Steitz wins Lasker lifetime achievement award
The Albert and Mary Lasker Foundation announced today the recipients of the 2018 Lasker Awards. Among the four recipients was Joan Steitz, a professor of biophysics and biochemistry at Yale University, a Howard Hughes Medical Institute investigators and a member of the American Society for Biochemistry and Molecular Biology.

Steitz won the Lasker-Koshland Special Achievement Award in Medical Science “for four decades of leadership in biomedical science — exemplified by pioneering discoveries in RNA biology, generous mentorship of budding scientists, and vigorous and passionate support of women in science,” according to a news release from the foundation.
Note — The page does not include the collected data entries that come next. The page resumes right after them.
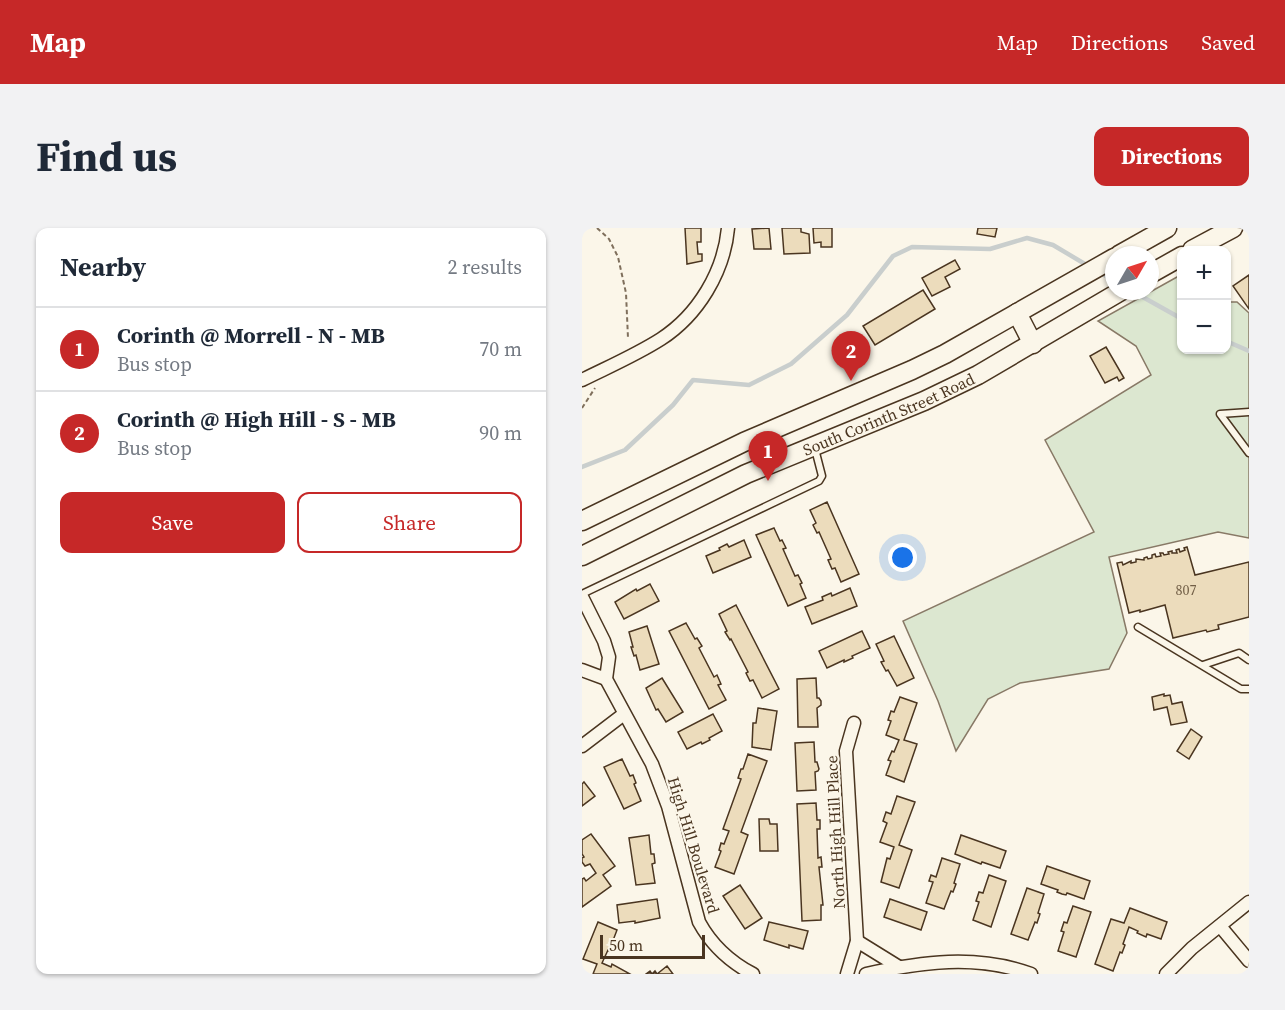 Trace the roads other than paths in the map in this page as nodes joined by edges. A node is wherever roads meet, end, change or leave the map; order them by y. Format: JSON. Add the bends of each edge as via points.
{"nodes":[{"id":1,"x":728,"y":228,"type":"edge"},
{"id":2,"x":1167,"y":228,"type":"edge"},
{"id":3,"x":1233,"y":228,"type":"edge"},
{"id":4,"x":1134,"y":246,"type":"edge"},
{"id":5,"x":1199,"y":246,"type":"edge"},
{"id":6,"x":1177,"y":259,"type":"edge"},
{"id":7,"x":1105,"y":263,"type":"edge"},
{"id":8,"x":1159,"y":270,"type":"edge"},
{"id":9,"x":1105,"y":300,"type":"edge"},
{"id":10,"x":1017,"y":313,"type":"junction"},
{"id":11,"x":1034,"y":344,"type":"junction"},
{"id":12,"x":582,"y":380,"type":"edge"},
{"id":13,"x":1249,"y":412,"type":"edge"},
{"id":14,"x":802,"y":416,"type":"junction"},
{"id":15,"x":813,"y":445,"type":"junction"},
{"id":16,"x":1249,"y":453,"type":"edge"},
{"id":17,"x":582,"y":521,"type":"edge"},
{"id":18,"x":582,"y":556,"type":"edge"},
{"id":19,"x":582,"y":595,"type":"edge"},
{"id":20,"x":1138,"y":627,"type":"dead end"},
{"id":21,"x":1249,"y":660,"type":"edge"},
{"id":22,"x":1203,"y":665,"type":"junction"},
{"id":23,"x":582,"y":670,"type":"edge"},
{"id":24,"x":606,"y":679,"type":"junction"},
{"id":25,"x":1249,"y":689,"type":"edge"},
{"id":26,"x":624,"y":714,"type":"junction"},
{"id":27,"x":854,"y":723,"type":"dead end"},
{"id":28,"x":582,"y":746,"type":"edge"},
{"id":29,"x":1249,"y":902,"type":"edge"},
{"id":30,"x":1220,"y":926,"type":"junction"},
{"id":31,"x":857,"y":941,"type":"junction"},
{"id":32,"x":1249,"y":961,"type":"edge"},
{"id":33,"x":899,"y":967,"type":"junction"},
{"id":34,"x":753,"y":974,"type":"edge"},
{"id":35,"x":847,"y":974,"type":"edge"},
{"id":36,"x":866,"y":974,"type":"edge"},
{"id":37,"x":1031,"y":974,"type":"edge"},
{"id":38,"x":1166,"y":974,"type":"edge"}],
"edges":[{"from":1,"to":12,"type":"street","via":[[726,248],[713,282],[683,321],[661,339]]},
{"from":2,"to":4,"type":"main road"},
{"from":3,"to":5,"type":"main road"},
{"from":6,"to":8,"type":"main road"},
{"from":7,"to":10,"type":"main road","name":"South Corinth Street Road"},
{"from":9,"to":11,"type":"main road","name":"South Corinth Street Road"},
{"from":10,"to":11,"type":"main road"},
{"from":10,"to":14,"type":"main road","name":"South Corinth Street Road","via":[[912,370]]},
{"from":11,"to":15,"type":"main road","name":"South Corinth Street Road","via":[[924,400]]},
{"from":13,"to":16,"type":"lane","via":[[1220,414]]},
{"from":14,"to":15,"type":"main road"},
{"from":14,"to":17,"type":"main road","name":"South Corinth Street Road"},
{"from":15,"to":18,"type":"main road","name":"South Corinth Street Road"},
{"from":15,"to":19,"type":"lane","via":[[822,476],[819,482]]},
{"from":19,"to":24,"type":"street","name":"High Hill Boulevard","via":[[609,657]]},
{"from":20,"to":22,"type":"lane"},
{"from":21,"to":22,"type":"lane","via":[[1239,653]]},
{"from":22,"to":25,"type":"lane","via":[[1241,690]]},
{"from":23,"to":24,"type":"street"},
{"from":24,"to":26,"type":"street","name":"High Hill Boulevard"},
{"from":26,"to":28,"type":"street"},
{"from":26,"to":34,"type":"street","name":"High Hill Boulevard","via":[[664,795],[699,922],[722,952]]},
{"from":27,"to":31,"type":"street","name":"North High Hill Place","via":[[846,751]]},
{"from":29,"to":30,"type":"street"},
{"from":30,"to":32,"type":"street"},
{"from":30,"to":38,"type":"street"},
{"from":31,"to":33,"type":"street"},
{"from":31,"to":35,"type":"street","name":"North High Hill Place"},
{"from":33,"to":36,"type":"street"},
{"from":33,"to":37,"type":"street","via":[[967,961]]}]}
Over her pioneering career in RNA biology, for which she won the ASBMB’s Herbert Tabor Research Award in 2015, Steitz has been known as a generous mentor to young scientists and an ardent voice for inclusion in the scientific community. (Watch her Tabor award lecture here.)
Steitz, a former member of the ASBMB Council and a past winner of the society’s Lipmann lectureship, will accept her Lasker award Sept. 24.
The other 2018 Lasker winners were:
- David Allis and Michael Grunstein, who won the Basic Medical Research Award for their studies of histone modifications and gene expression. (Allis was an ASBMB annual meeting plenary lecturer in 2015. Watch his lecture here. Also, see this ASBMB Today story about diffuse intrinsic pontine glioma, or DIPG, a deadly pediatric brain cancer. Allis is quoted.)
- John B. Glen, who won the Clinical Research Award for the discovery and development of the anesthetic propofol.